= Your goal =
Print each entry verbatim.

****************************************

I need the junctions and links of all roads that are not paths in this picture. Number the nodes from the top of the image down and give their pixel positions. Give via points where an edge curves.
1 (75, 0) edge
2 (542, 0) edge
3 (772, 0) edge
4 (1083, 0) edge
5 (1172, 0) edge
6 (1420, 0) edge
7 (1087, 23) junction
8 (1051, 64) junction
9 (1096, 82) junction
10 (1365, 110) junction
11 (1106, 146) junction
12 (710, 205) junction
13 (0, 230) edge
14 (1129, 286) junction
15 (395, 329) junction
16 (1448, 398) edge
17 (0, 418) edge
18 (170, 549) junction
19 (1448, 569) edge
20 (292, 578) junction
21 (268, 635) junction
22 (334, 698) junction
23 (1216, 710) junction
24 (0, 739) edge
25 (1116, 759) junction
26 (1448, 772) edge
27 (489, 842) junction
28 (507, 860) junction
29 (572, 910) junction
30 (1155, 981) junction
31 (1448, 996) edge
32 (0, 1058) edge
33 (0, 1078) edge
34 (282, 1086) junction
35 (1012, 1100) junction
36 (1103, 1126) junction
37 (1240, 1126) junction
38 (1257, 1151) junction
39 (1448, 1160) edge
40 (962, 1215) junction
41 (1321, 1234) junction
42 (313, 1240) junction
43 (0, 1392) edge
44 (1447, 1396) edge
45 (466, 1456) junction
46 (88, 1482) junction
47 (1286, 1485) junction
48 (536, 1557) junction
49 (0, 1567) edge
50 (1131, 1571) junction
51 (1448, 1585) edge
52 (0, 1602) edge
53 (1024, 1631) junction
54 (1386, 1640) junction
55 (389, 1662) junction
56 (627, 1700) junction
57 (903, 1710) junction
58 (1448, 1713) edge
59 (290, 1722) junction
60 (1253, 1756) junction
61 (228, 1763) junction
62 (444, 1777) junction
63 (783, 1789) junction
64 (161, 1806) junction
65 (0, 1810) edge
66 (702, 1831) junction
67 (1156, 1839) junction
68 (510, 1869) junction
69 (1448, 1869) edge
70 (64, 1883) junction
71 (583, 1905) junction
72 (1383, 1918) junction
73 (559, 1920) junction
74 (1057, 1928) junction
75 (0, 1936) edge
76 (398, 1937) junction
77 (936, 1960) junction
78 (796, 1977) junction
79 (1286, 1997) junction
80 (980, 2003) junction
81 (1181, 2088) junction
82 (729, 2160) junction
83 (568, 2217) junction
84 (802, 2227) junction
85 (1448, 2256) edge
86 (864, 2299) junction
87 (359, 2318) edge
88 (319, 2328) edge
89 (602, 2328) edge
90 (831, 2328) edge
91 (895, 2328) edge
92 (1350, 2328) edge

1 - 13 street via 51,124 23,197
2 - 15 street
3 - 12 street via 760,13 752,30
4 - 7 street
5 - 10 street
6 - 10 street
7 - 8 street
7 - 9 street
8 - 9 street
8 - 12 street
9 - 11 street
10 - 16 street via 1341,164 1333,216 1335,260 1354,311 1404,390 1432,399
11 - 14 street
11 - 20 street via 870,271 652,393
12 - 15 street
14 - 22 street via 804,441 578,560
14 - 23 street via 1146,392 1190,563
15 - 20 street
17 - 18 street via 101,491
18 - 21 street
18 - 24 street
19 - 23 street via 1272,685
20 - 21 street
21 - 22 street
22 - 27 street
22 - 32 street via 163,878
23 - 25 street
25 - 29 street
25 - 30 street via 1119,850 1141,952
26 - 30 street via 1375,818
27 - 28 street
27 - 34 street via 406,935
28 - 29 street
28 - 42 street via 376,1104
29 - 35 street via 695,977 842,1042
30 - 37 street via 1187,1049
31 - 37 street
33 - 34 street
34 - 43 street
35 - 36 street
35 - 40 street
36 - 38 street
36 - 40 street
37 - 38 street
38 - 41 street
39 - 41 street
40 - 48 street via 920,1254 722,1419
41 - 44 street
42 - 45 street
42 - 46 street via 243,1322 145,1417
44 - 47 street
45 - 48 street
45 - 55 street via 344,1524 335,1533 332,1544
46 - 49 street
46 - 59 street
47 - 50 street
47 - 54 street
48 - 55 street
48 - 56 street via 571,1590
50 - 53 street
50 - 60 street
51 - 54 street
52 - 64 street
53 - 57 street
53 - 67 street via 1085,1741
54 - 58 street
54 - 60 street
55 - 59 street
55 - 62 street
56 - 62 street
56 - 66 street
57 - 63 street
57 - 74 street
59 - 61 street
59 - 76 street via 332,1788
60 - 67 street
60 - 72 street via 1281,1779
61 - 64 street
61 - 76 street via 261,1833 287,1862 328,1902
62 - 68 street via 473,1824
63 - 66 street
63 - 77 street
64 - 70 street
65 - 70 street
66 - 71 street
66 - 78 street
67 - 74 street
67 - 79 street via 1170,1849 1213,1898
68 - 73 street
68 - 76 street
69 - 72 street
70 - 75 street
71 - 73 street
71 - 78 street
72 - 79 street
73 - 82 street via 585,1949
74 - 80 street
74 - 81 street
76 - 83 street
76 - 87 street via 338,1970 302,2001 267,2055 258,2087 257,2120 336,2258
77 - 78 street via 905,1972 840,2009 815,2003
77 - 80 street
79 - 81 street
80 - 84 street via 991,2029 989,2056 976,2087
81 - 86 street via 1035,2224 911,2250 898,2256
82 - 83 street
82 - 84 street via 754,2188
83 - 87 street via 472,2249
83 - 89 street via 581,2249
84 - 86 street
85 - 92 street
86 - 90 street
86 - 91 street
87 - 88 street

****************************************

= Answer to the exercise =
I need the junctions and links of all roads that are not paths in this picture. Number the nodes from the top of the image down and give their pixel positions. Give via points where an edge curves.
1 (75, 0) edge
2 (542, 0) edge
3 (772, 0) edge
4 (1083, 0) edge
5 (1172, 0) edge
6 (1420, 0) edge
7 (1087, 23) junction
8 (1051, 64) junction
9 (1096, 82) junction
10 (1365, 110) junction
11 (1106, 146) junction
12 (710, 205) junction
13 (0, 230) edge
14 (1129, 286) junction
15 (395, 329) junction
16 (1448, 398) edge
17 (0, 418) edge
18 (170, 549) junction
19 (1448, 569) edge
20 (292, 578) junction
21 (268, 635) junction
22 (334, 698) junction
23 (1216, 710) junction
24 (0, 739) edge
25 (1116, 759) junction
26 (1448, 772) edge
27 (489, 842) junction
28 (507, 860) junction
29 (572, 910) junction
30 (1155, 981) junction
31 (1448, 996) edge
32 (0, 1058) edge
33 (0, 1078) edge
34 (282, 1086) junction
35 (1012, 1100) junction
36 (1103, 1126) junction
37 (1240, 1126) junction
38 (1257, 1151) junction
39 (1448, 1160) edge
40 (962, 1215) junction
41 (1321, 1234) junction
42 (313, 1240) junction
43 (0, 1392) edge
44 (1447, 1396) edge
45 (466, 1456) junction
46 (88, 1482) junction
47 (1286, 1485) junction
48 (536, 1557) junction
49 (0, 1567) edge
50 (1131, 1571) junction
51 (1448, 1585) edge
52 (0, 1602) edge
53 (1024, 1631) junction
54 (1386, 1640) junction
55 (389, 1662) junction
56 (627, 1700) junction
57 (903, 1710) junction
58 (1448, 1713) edge
59 (290, 1722) junction
60 (1253, 1756) junction
61 (228, 1763) junction
62 (444, 1777) junction
63 (783, 1789) junction
64 (161, 1806) junction
65 (0, 1810) edge
66 (702, 1831) junction
67 (1156, 1839) junction
68 (510, 1869) junction
69 (1448, 1869) edge
70 (64, 1883) junction
71 (583, 1905) junction
72 (1383, 1918) junction
73 (559, 1920) junction
74 (1057, 1928) junction
75 (0, 1936) edge
76 (398, 1937) junction
77 (936, 1960) junction
78 (796, 1977) junction
79 (1286, 1997) junction
80 (980, 2003) junction
81 (1181, 2088) junction
82 (729, 2160) junction
83 (568, 2217) junction
84 (802, 2227) junction
85 (1448, 2256) edge
86 (864, 2299) junction
87 (359, 2318) edge
88 (319, 2328) edge
89 (602, 2328) edge
90 (831, 2328) edge
91 (895, 2328) edge
92 (1350, 2328) edge

1 - 13 street via 51,124 23,197
2 - 15 street
3 - 12 street via 760,13 752,30
4 - 7 street
5 - 10 street
6 - 10 street
7 - 8 street
7 - 9 street
8 - 9 street
8 - 12 street
9 - 11 street
10 - 16 street via 1341,164 1333,216 1335,260 1354,311 1404,390 1432,399
11 - 14 street
11 - 20 street via 870,271 652,393
12 - 15 street
14 - 22 street via 804,441 578,560
14 - 23 street via 1146,392 1190,563
15 - 20 street
17 - 18 street via 101,491
18 - 21 street
18 - 24 street
19 - 23 street via 1272,685
20 - 21 street
21 - 22 street
22 - 27 street
22 - 32 street via 163,878
23 - 25 street
25 - 29 street
25 - 30 street via 1119,850 1141,952
26 - 30 street via 1375,818
27 - 28 street
27 - 34 street via 406,935
28 - 29 street
28 - 42 street via 376,1104
29 - 35 street via 695,977 842,1042
30 - 37 street via 1187,1049
31 - 37 street
33 - 34 street
34 - 43 street
35 - 36 street
35 - 40 street
36 - 38 street
36 - 40 street
37 - 38 street
38 - 41 street
39 - 41 street
40 - 48 street via 920,1254 722,1419
41 - 44 street
42 - 45 street
42 - 46 street via 243,1322 145,1417
44 - 47 street
45 - 48 street
45 - 55 street via 344,1524 335,1533 332,1544
46 - 49 street
46 - 59 street
47 - 50 street
47 - 54 street
48 - 55 street
48 - 56 street via 571,1590
50 - 53 street
50 - 60 street
51 - 54 street
52 - 64 street
53 - 57 street
53 - 67 street via 1085,1741
54 - 58 street
54 - 60 street
55 - 59 street
55 - 62 street
56 - 62 street
56 - 66 street
57 - 63 street
57 - 74 street
59 - 61 street
59 - 76 street via 332,1788
60 - 67 street
60 - 72 street via 1281,1779
61 - 64 street
61 - 76 street via 261,1833 287,1862 328,1902
62 - 68 street via 473,1824
63 - 66 street
63 - 77 street
64 - 70 street
65 - 70 street
66 - 71 street
66 - 78 street
67 - 74 street
67 - 79 street via 1170,1849 1213,1898
68 - 73 street
68 - 76 street
69 - 72 street
70 - 75 street
71 - 73 street
71 - 78 street
72 - 79 street
73 - 82 street via 585,1949
74 - 80 street
74 - 81 street
76 - 83 street
76 - 87 street via 338,1970 302,2001 267,2055 258,2087 257,2120 336,2258
77 - 78 street via 905,1972 840,2009 815,2003
77 - 80 street
79 - 81 street
80 - 84 street via 991,2029 989,2056 976,2087
81 - 86 street via 1035,2224 911,2250 898,2256
82 - 83 street
82 - 84 street via 754,2188
83 - 87 street via 472,2249
83 - 89 street via 581,2249
84 - 86 street
85 - 92 street
86 - 90 street
86 - 91 street
87 - 88 street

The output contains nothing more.